The fish were picking up the jig in subtle but solid unmistakable taps. I'd cast far enough upstream to gain the depth I needed by the time the jig was passing me. Then I'd swing it like a streamer, but also bounce bottom and sometimes feed it line to increase its travel time through the strike zone at depth.
It was hot! The only other guy I saw was a duck hunter. The biggest fish were rainbows. The browns seemed to be holding in swifter water today. At least the ones I hooked into.
Ducks whizzed up and down the river, their wings screaming as they careened by. The occasional shotgun blast rolling through the canyon walls.  Geese honked as they passed overhead in stringy viceroys. Bald eagles circled and perched, eyeing equally the river and the cawing crows. And the deer on the ridges kept my binoculars busy. The draw of glassing for antlers doesn't diminish even after the tag is filled.
I could have just driven by like everyone else and camped out in my hotel room earlier, but packing a rod and a box of jigs was my ticket to a beautiful evening full of late fall/early winter action. And I don't just mean the fish.
As darkness fell the temperature started its dip to single digits for the night. Still, it was hard to leave.  Only nine months left to fish before next hunting season.




















Sunday, July 6, 2014

Little Pike on the Prairie


I just finished up a week of travel. Work took me up north of Helena towards the Canadian line, across the hi-line to the North Dakota border, then swung me south through the Terry badlands, Billings, and back to Helena. Thunder storms and flash floods ruled out fishing any southeastern Montana waters. For a normal person mosquitoes would have ruled out fishing any of the northern waters. But being me, I
suited up in a hat and gloves (because that's all I had) and stuck it out.  The first night was four hours of swatting, snorting, grimacing, smearing bloody bug guts, and, well, fish.  And it was worth it - I kicked things off on the first evening and on the first river with a decent little walleye, followed by a rainbow, then a pretty nice pike, and then a solid brown.  I  rolled a heavy fish that I tried to tell myself may simply have been a carp that I bumped, but my gut said it was the big brown I envisioned occupying that hole.  And the hit came right when it "should have."  A previous trip two years earlier had produced an 8-pound brown from the same deep bend.

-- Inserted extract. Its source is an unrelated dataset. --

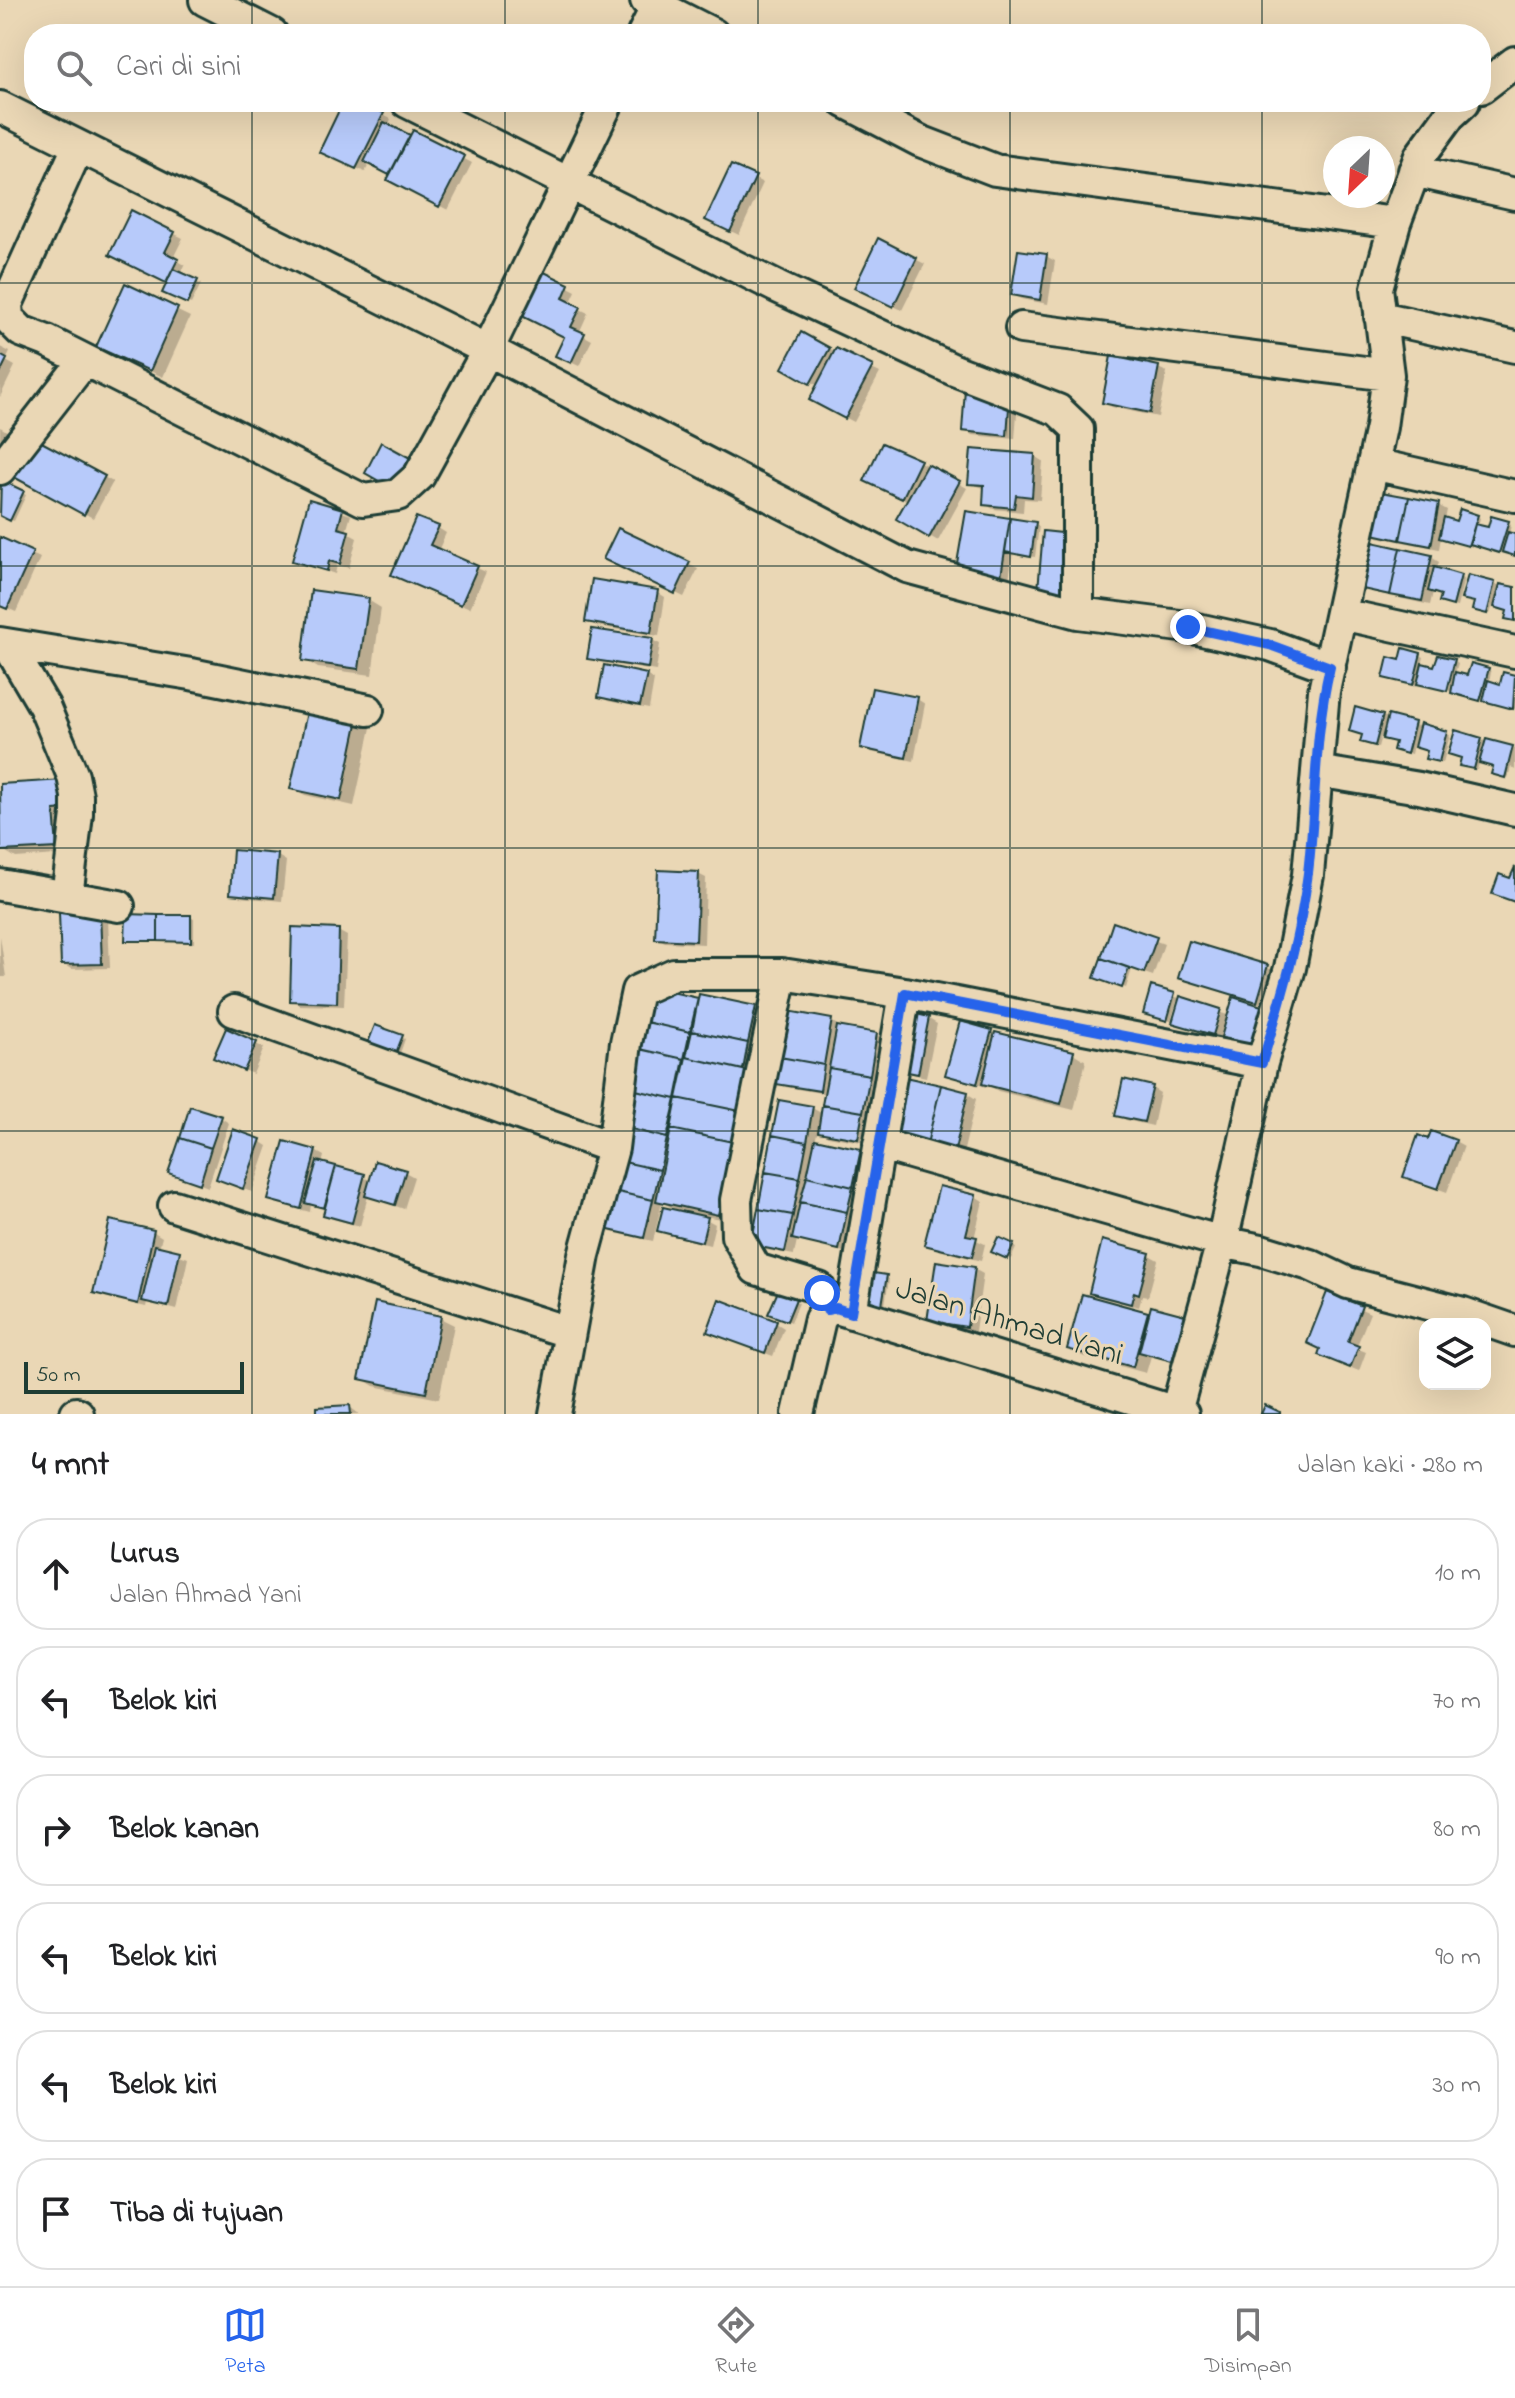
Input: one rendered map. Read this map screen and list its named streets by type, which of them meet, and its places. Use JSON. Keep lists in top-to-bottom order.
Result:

By the end of the evening, I'd caught and released multiples of each species.  There was a flurry of action from half a dozen small walleye right at dusk, and as darkness fell I turned my attention full-on to pike. It has been years since I had some good top water action, and it was a blast drawing some vicious strikes on top water plugs and buzzbaits.
I hate to say that I landed none on the buzzbaits, only the plugs,
but I did thoroughly enjoy the three ferocious hits that slammed the gurgling lure, plus one follower that looked like Nemo's submarine in 20,000 Leagues Under the Sea.  By 11p.m. I decided it was time to pry myself off the water if I was going to be fit for work the following morning.



Two evenings later I met pike again, this time on a remote prairie stream along the Canadian border.  I gambled that it might hold pike, and sure enough, it did.  As pike go, they were pretty little.  Classic hammer handles some of them.  But considering the water, they were huge, at least to me. The stream was little more than a proverbial "babbling brook" - and it was actually rocky and clear. I stopped at the first stream crossing I came to.  The clear water emerged from a channel choked with reeds, formed a small pool where it backed up behind the culvert and road fill, and then spilled through to the other side.  Not much to work with, but I was excited at how clear it was.  Most anything else I'd crossed over in the previous couple days was muddy.  I tossed a #11 Rapala across the hole and pumped it back along a submerged weed line.  The cast was barely more than 30 feet.  The entire stream disappeared under the road through a partly-filled 24-inch culvert. But under the glare of the reflected bluffs around me was the distinct rush of fish, coming on a collision course.  It missed.  A cloud of mud passed by.  A quick repeat cast produced a follow, but not a strike.  My first thought was "YES! Pike are HERE!"  My second was "Man, I can't believe a pike would let a meal like that just pass on by in such small water. He can't afford to be picky."  He may have gone 20 inches - not much for a pike, but big when I think he could have gotten wedged between the banks where the stream entered the hole if he turned sideways.  By now I'd gathered a quite a herd of curious cows.  Much better than the mosquitoes of the previous evening.  The fish wouldn't fall for anything else, and I drew only one other strike from a much smaller fish up at the head of the pool.  But I was energized.  Fish were here.  I already felt like I'd conquered the stream just for having found it, deduced from a map that it would be one that should hold pike,and then drawing a strike from one on my first cast.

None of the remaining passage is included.